Future scientists explore corn earworms and potential for research careers

By Shana Hutchins
 

For the past three years, thousands of students from across Texas and the South have been gaining first-hand insight into scientific research, courtesy of a common agricultural pest, the corn earworm.

The nation’s latest experts on the insect — elementary and middle school students from public schools in Texas, Oklahoma, New Mexico and Arkansas — are participants in the Future Scientists Student Outreach Initiative, a collaborative project sponsored by the United States Department of Agriculture/Agricultural Research Service/Southern Plains Area (USDA/ARS/SPA) and the Texas A&M University Center for Mathematics and Science Education (CMSE).

Using hands-on, inquiry-based activities such as the corn earworm life cycle, the popular project helps introduce actual USDA research into local schools and communities as it helps to inspire the next generation of research scientists.

“The challenge is to make learning relevant, and this initiative achieves that because it is based on cutting edge USDA/ARS research,” explains the CMSE’s Dr. Craig Wilson, co-principal investigator and project director. “Our goal is to encourage students to stay interested in science and also get excited about science.”

Corn earworms, also known as tomato fruit worms or cotton bollworms, generally live, eat and breed inside corn husks during a relatively short life cycle lasting about one month. For precisely this reason, Wilson says, they make the perfect specimen for introduction into middle school science classrooms, where students and teachers can easily follow their complete progression from eggs to larvae to pupae to moths.

According to Dr. Timothy P. Scott, CMSE director, the initiative specifically targets students in grades 5-8 because research indicates that middle school is the critical point when they typically lose interest in science.

“Today the United States is the breadbasket of the world, but if we don’t retain or rekindle interest in agricultural science in some way, we may not be able to hold on to that heritage,” he adds. “As a nation, we’re facing a critical shortage of agricultural scientists.”

Although the project to study corn earworms actually began about 13 years ago in Weslaco, former USDA/ARS/SPA Area Director Dr. Charles A. Onstad explains it wasn’t adapted for introduction into the classroom until about six years ago at the suggestion of Dr. Juan D. Lopez Jr., a research entomologist with the ARS in College Station.

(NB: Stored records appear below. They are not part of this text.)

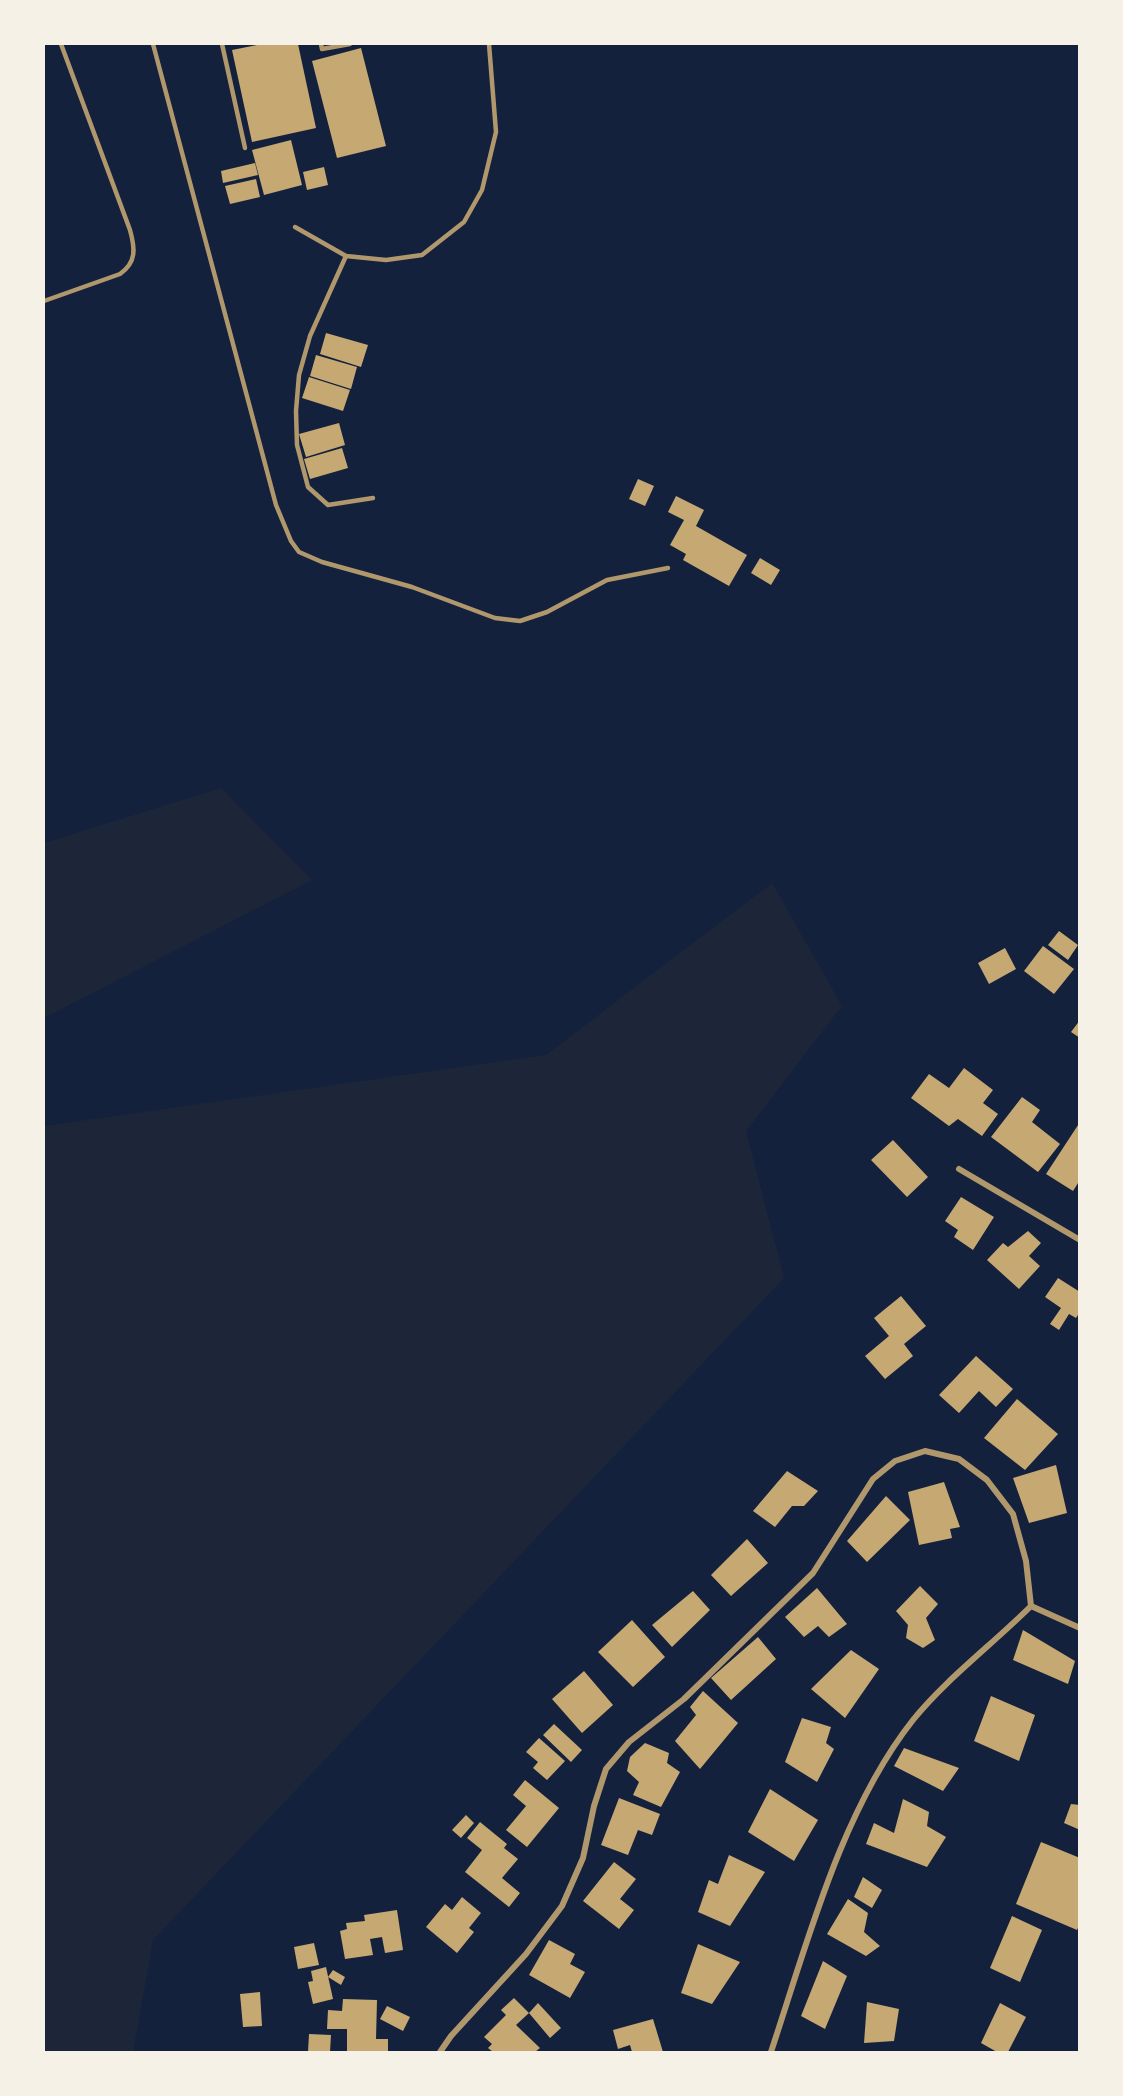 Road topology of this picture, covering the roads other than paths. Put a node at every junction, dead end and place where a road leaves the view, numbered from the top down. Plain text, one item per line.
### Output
1 (61, 44) edge
2 (153, 44) edge
3 (222, 44) edge
4 (321, 44) edge
5 (350, 44) edge
6 (489, 44) edge
7 (245, 148) dead end
8 (295, 227) dead end
9 (346, 256) junction
10 (44, 302) edge
11 (373, 498) dead end
12 (668, 568) dead end
13 (959, 1168) dead end
14 (1080, 1240) edge
15 (1031, 1606) junction
16 (1080, 1628) edge
17 (440, 2052) edge
18 (771, 2052) edge

1 - 10 lane
2 - 12 lane
3 - 7 lane
4 - 5 lane
6 - 9 lane
8 - 9 lane
9 - 11 lane
13 - 14 street
15 - 16 street
15 - 17 street
15 - 18 street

"There are about 2,400 scientists now in the Agricultural Research Service,” Onstad notes. “Many are senior scientists. We need to instill in students the interest and ability in science — any kind of science — so that they go on to college and continue the work we’ve started.”

For more than a decade, the ARS has earmarked funds on a yearly basis to help finance the project, which Scott says enables students and their teachers to experience science in tangible ways as they develop skills applicable to far more than agricultural research.

"Often it’s hard for students to understand scientific processes, from the steps that are involved to why they occur,” says Andrea Giraldo, a fifth-grade science teacher at Johnson Elementary School in Bryan. “With the corn earworm’s short life cycle, you can start at whatever stage you want — pupa, moth, etcetera — and see changes, giving the students a much better understanding of science. I’m planning to repeat this activity every year.”